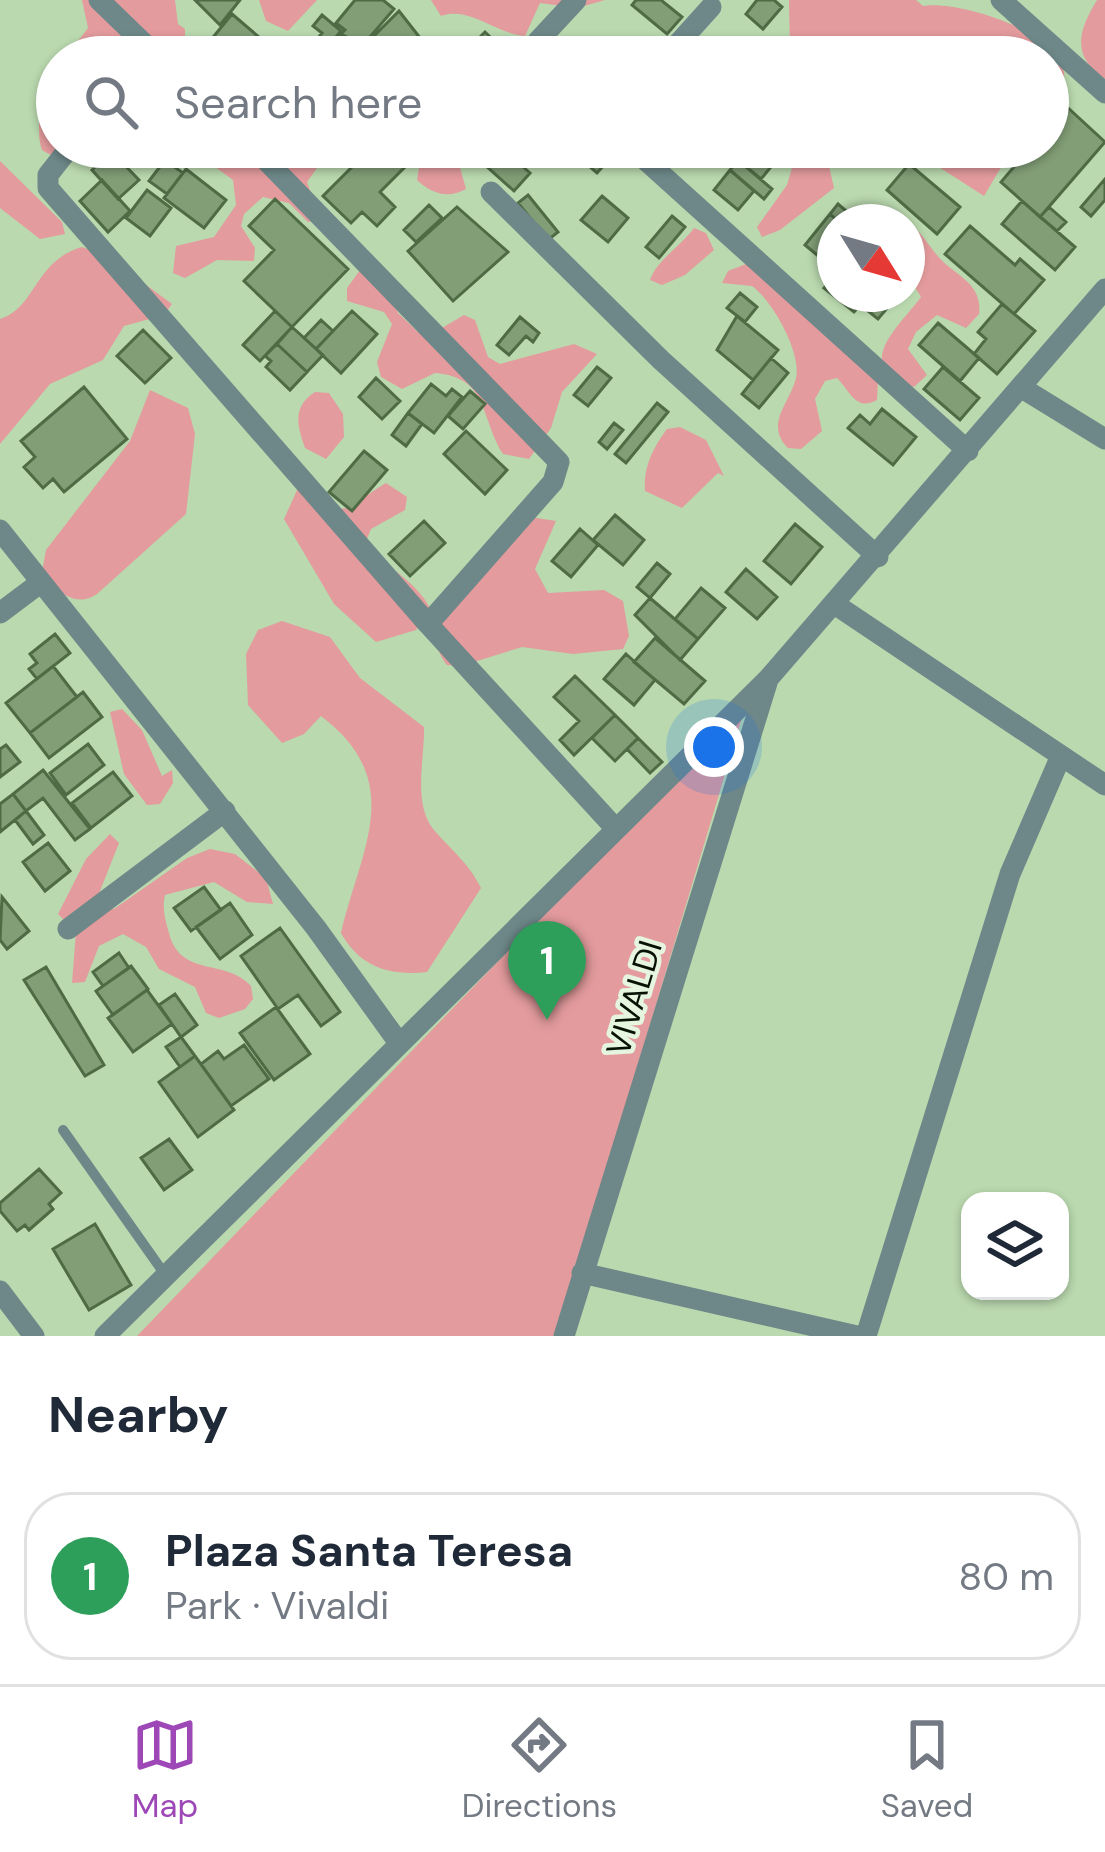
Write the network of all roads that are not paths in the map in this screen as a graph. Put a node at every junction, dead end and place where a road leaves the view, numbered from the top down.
1 (99, 0) edge
2 (576, 0) edge
3 (1001, 0) edge
4 (711, 7) dead end
5 (132, 36) edge
6 (543, 36) edge
7 (685, 36) edge
8 (1041, 36) edge
9 (1069, 61) edge
10 (1105, 93) edge
11 (54, 168) edge
12 (273, 168) edge
13 (654, 168) edge
14 (491, 192) dead end
15 (1105, 289) edge
16 (1022, 388) junction
17 (1105, 440) edge
18 (968, 451) junction
19 (0, 530) edge
20 (878, 557) junction
21 (40, 583) junction
22 (836, 605) junction
23 (0, 613) edge
24 (428, 624) junction
25 (768, 680) junction
26 (1060, 758) junction
27 (1105, 785) edge
28 (225, 811) junction
29 (616, 829) junction
30 (68, 929) dead end
31 (399, 1043) junction
32 (63, 1130) dead end
33 (582, 1273) junction
34 (166, 1276) junction
35 (0, 1291) edge
36 (107, 1335) edge
37 (34, 1336) edge
38 (564, 1336) edge
39 (862, 1336) edge

1 - 5 street
2 - 6 street
3 - 8 street
4 - 7 street
9 - 10 street
11 - 24 street
12 - 24 street
13 - 18 street
14 - 20 street
15 - 16 street
16 - 17 street
16 - 18 street
18 - 20 street
19 - 21 street
20 - 22 street
21 - 23 street
21 - 28 street
22 - 25 street
22 - 26 street
24 - 29 street
25 - 29 street
25 - 33 street, VIVALDI
26 - 27 street
26 - 39 street
28 - 30 street
28 - 31 street
29 - 31 street
31 - 34 street
32 - 34 lane
33 - 38 street, VIVALDI
33 - 39 street
34 - 36 street
35 - 37 street

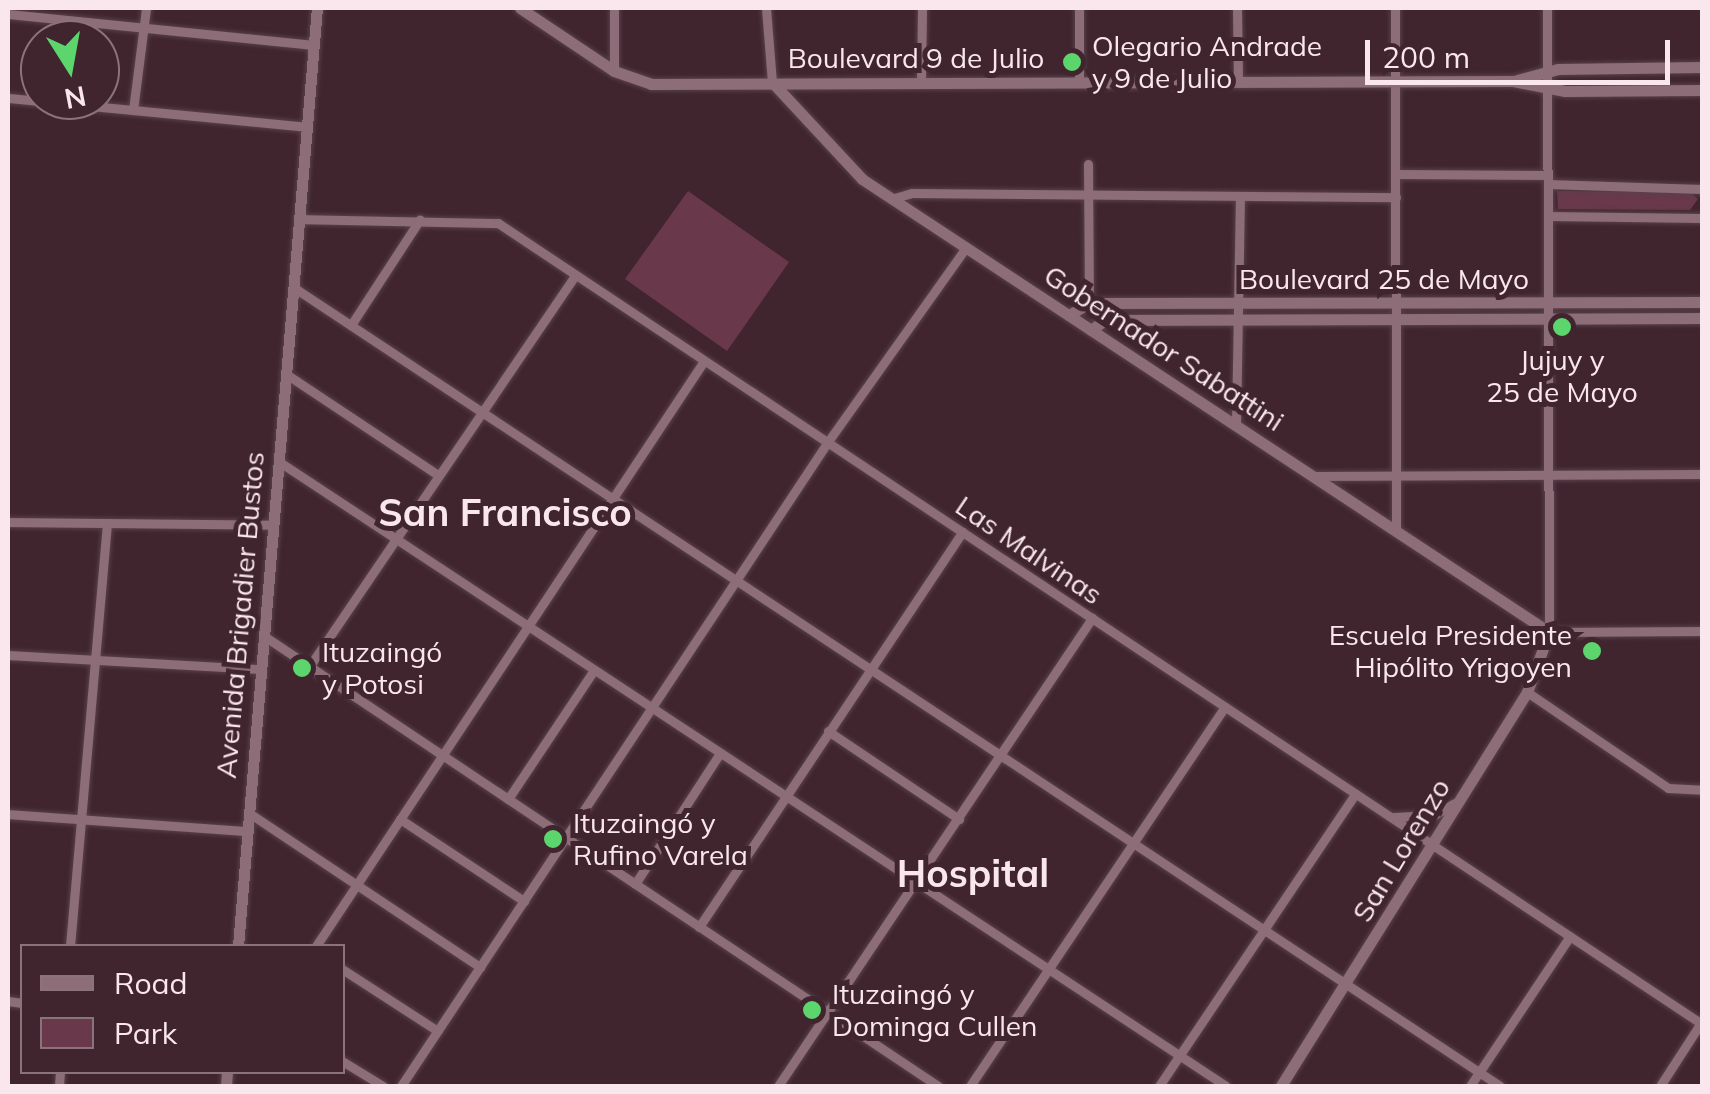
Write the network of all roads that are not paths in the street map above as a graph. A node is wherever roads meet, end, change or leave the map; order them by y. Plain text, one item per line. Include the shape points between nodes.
1 (146, 8) edge
2 (317, 8) edge
3 (520, 8) edge
4 (614, 8) edge
5 (766, 8) edge
6 (922, 8) edge
7 (1078, 8) edge
8 (1237, 8) edge
9 (1395, 8) edge
10 (1547, 8) edge
11 (8, 14) edge
12 (144, 28) junction
13 (314, 45) junction
14 (1702, 68) edge
15 (1547, 70) junction
16 (614, 72) junction
17 (922, 81) junction
18 (1513, 81) junction
19 (772, 82) junction
20 (1238, 82) junction
21 (1396, 82) junction
22 (1079, 83) junction
23 (1548, 89) junction
24 (1702, 90) edge
25 (8, 98) edge
26 (133, 110) junction
27 (307, 126) junction
28 (1088, 164) dead end
29 (1396, 174) junction
30 (1548, 180) junction
31 (1702, 190) edge
32 (1088, 196) junction
33 (1240, 196) junction
34 (1396, 197) junction
35 (891, 199) junction
36 (1548, 216) junction
37 (1702, 218) edge
38 (299, 219) junction
39 (420, 219) junction
40 (965, 248) junction
41 (574, 274) junction
42 (293, 287) junction
43 (1090, 302) junction
44 (1702, 302) edge
45 (1550, 303) junction
46 (1240, 304) junction
47 (1396, 304) junction
48 (1069, 315) junction
49 (1550, 318) junction
50 (1702, 318) edge
51 (1239, 320) junction
52 (1397, 320) junction
53 (352, 325) junction
54 (1096, 326) junction
55 (704, 361) junction
56 (286, 374) junction
57 (482, 412) junction
58 (1236, 424) junction
59 (827, 443) junction
60 (278, 461) junction
61 (1702, 474) edge
62 (438, 475) junction
63 (1550, 475) junction
64 (1314, 476) junction
65 (1397, 476) junction
66 (613, 499) junction
67 (8, 522) edge
68 (106, 524) junction
69 (273, 525) junction
70 (1396, 531) junction
71 (962, 532) junction
72 (395, 538) junction
73 (736, 580) junction
74 (1092, 618) junction
75 (528, 626) junction
76 (1702, 631) edge
77 (1549, 632) junction
78 (264, 636) junction
79 (8, 655) edge
80 (95, 662) junction
81 (309, 666) junction
82 (869, 669) junction
83 (261, 670) junction
84 (594, 670) junction
85 (1527, 692) junction
86 (1225, 707) junction
87 (652, 708) junction
88 (828, 731) junction
89 (720, 753) junction
90 (442, 756) junction
91 (1000, 756) junction
92 (1702, 790) edge
93 (1355, 794) junction
94 (785, 796) junction
95 (1462, 799) junction
96 (508, 800) junction
97 (249, 812) junction
98 (8, 814) edge
99 (1389, 817) junction
100 (400, 819) junction
101 (959, 819) junction
102 (79, 820) junction
103 (247, 831) junction
104 (566, 838) junction
105 (1134, 845) junction
106 (1433, 846) junction
107 (918, 883) junction
108 (635, 884) junction
109 (357, 885) junction
110 (524, 901) junction
111 (699, 927) junction
112 (1263, 930) junction
113 (1570, 936) junction
114 (70, 944) edge
115 (238, 944) edge
116 (317, 944) edge
117 (480, 967) junction
118 (345, 970) edge
119 (1048, 970) junction
120 (1348, 986) junction
121 (830, 1014) junction
122 (1702, 1023) edge
123 (438, 1031) junction
124 (1179, 1056) junction
125 (345, 1063) edge
126 (1479, 1072) junction
127 (383, 1086) edge
128 (401, 1086) edge
129 (778, 1086) edge
130 (938, 1086) edge
131 (970, 1086) edge
132 (1159, 1086) edge
133 (1226, 1086) edge
134 (1281, 1086) edge
135 (1470, 1086) edge
136 (1500, 1086) edge
137 (1660, 1086) edge

1 - 12 street
2 - 13 main road, Avenida Brigadier Bustos
3 - 16 main road, Boulevard 9 de Julio
4 - 16 street
5 - 19 street
6 - 17 street
7 - 22 street
8 - 20 street
9 - 21 street
10 - 15 street
11 - 12 street
12 - 13 street
12 - 26 street
13 - 27 main road, Avenida Brigadier Bustos
14 - 15 main road, Boulevard 9 de Julio
15 - 18 main road, Boulevard 9 de Julio
15 - 23 street
16 - 19 main road, Boulevard 9 de Julio via 651,84
17 - 19 main road, Boulevard 9 de Julio
17 - 22 main road, Boulevard 9 de Julio
18 - 21 main road, Boulevard 9 de Julio
18 - 23 main road, Boulevard 9 de Julio
19 - 35 main road, Gobernador Sabattini via 848,168
20 - 21 main road, Boulevard 9 de Julio
20 - 22 main road, Boulevard 9 de Julio
21 - 29 street
23 - 24 main road, Boulevard 9 de Julio
23 - 30 street
25 - 26 street
26 - 27 street
27 - 38 main road, Avenida Brigadier Bustos
28 - 32 street
29 - 30 street
29 - 34 street
30 - 31 street
30 - 36 street
32 - 33 street
32 - 35 street via 912,192
32 - 43 street
33 - 34 street
33 - 46 street
34 - 47 street
35 - 40 main road, Gobernador Sabattini
36 - 37 street
36 - 45 street
38 - 39 street, Las Malvinas
38 - 42 main road, Avenida Brigadier Bustos
39 - 41 street, Las Malvinas via 498,223
39 - 53 street
40 - 48 main road, Gobernador Sabattini
40 - 59 street
41 - 55 street, Las Malvinas
41 - 57 street
42 - 53 street
42 - 56 main road, Avenida Brigadier Bustos
43 - 46 main road, Boulevard 25 de Mayo
43 - 48 main road
43 - 54 street
44 - 45 main road, Boulevard 25 de Mayo
45 - 47 main road, Boulevard 25 de Mayo
45 - 49 street
46 - 47 main road, Boulevard 25 de Mayo
46 - 51 street
47 - 52 street
48 - 54 main road, Gobernador Sabattini
49 - 50 main road, Boulevard 25 de Mayo
49 - 52 main road, Boulevard 25 de Mayo
49 - 63 street
51 - 52 main road, Boulevard 25 de Mayo
51 - 54 main road, Boulevard 25 de Mayo
51 - 58 street
52 - 65 street
53 - 57 street
54 - 58 main road, Gobernador Sabattini
55 - 59 street, Las Malvinas
55 - 66 street
56 - 60 main road, Avenida Brigadier Bustos
56 - 62 street
57 - 62 street
57 - 66 street
58 - 64 main road, Gobernador Sabattini
59 - 71 street, Las Malvinas
59 - 73 street
60 - 69 main road, Avenida Brigadier Bustos
60 - 72 street
61 - 63 street
62 - 72 street
63 - 65 street
63 - 77 street
64 - 65 street
64 - 70 main road, Gobernador Sabattini
65 - 70 street
66 - 73 street
66 - 75 street
67 - 68 street
68 - 69 street
68 - 80 street
69 - 78 main road, Avenida Brigadier Bustos
70 - 77 main road, Gobernador Sabattini
71 - 74 street, Las Malvinas
71 - 82 street
72 - 75 street
72 - 81 street
73 - 82 street
73 - 87 street
74 - 86 street, Las Malvinas
74 - 91 street
75 - 84 street
75 - 90 street
76 - 77 street
77 - 85 main road, San Lorenzo
78 - 81 street
78 - 83 main road, Avenida Brigadier Bustos
79 - 80 street
80 - 83 street
80 - 102 street
81 - 90 street
82 - 88 street
82 - 91 street
83 - 97 main road, Avenida Brigadier Bustos
84 - 87 street
84 - 96 street
85 - 92 street via 1668,788
85 - 95 main road, San Lorenzo
86 - 93 street, Las Malvinas
86 - 105 street
87 - 89 street
87 - 104 street
88 - 94 street
88 - 101 street
89 - 94 street
89 - 108 street
90 - 96 street
90 - 100 street
91 - 101 street
91 - 105 street
93 - 99 street, Las Malvinas
93 - 112 street
94 - 107 street
94 - 111 street
95 - 99 street via 1434,815
95 - 106 main road, San Lorenzo
96 - 104 street
97 - 103 main road, Avenida Brigadier Bustos
97 - 109 street
98 - 102 street
99 - 106 street, Las Malvinas
100 - 109 street
100 - 110 street
101 - 107 street
102 - 103 street
102 - 114 street
103 - 115 main road, Avenida Brigadier Bustos
104 - 108 street
104 - 110 street
105 - 112 street
105 - 119 street
106 - 113 street, Las Malvinas
106 - 120 main road, San Lorenzo
107 - 119 street
107 - 121 street
108 - 111 street
109 - 116 street
109 - 117 street
110 - 117 street
111 - 121 street
112 - 120 street
112 - 124 street
113 - 122 street, Las Malvinas
113 - 126 street
117 - 123 street
118 - 123 street
119 - 124 street
119 - 131 street
120 - 126 street
120 - 134 main road, San Lorenzo
121 - 129 street
121 - 130 street
122 - 137 street
123 - 128 street
124 - 132 street
124 - 133 street
125 - 127 street
126 - 135 street
126 - 136 street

# # # # # # #

• AIM OF THE TASK: When a line in the material contains the string "Malvinas", copy that line.

• PROBLEM SOLUTION:
38 - 39 street, Las Malvinas
39 - 41 street, Las Malvinas via 498,223
41 - 55 street, Las Malvinas
55 - 59 street, Las Malvinas
59 - 71 street, Las Malvinas
71 - 74 street, Las Malvinas
74 - 86 street, Las Malvinas
86 - 93 street, Las Malvinas
93 - 99 street, Las Malvinas
99 - 106 street, Las Malvinas
106 - 113 street, Las Malvinas
113 - 122 street, Las Malvinas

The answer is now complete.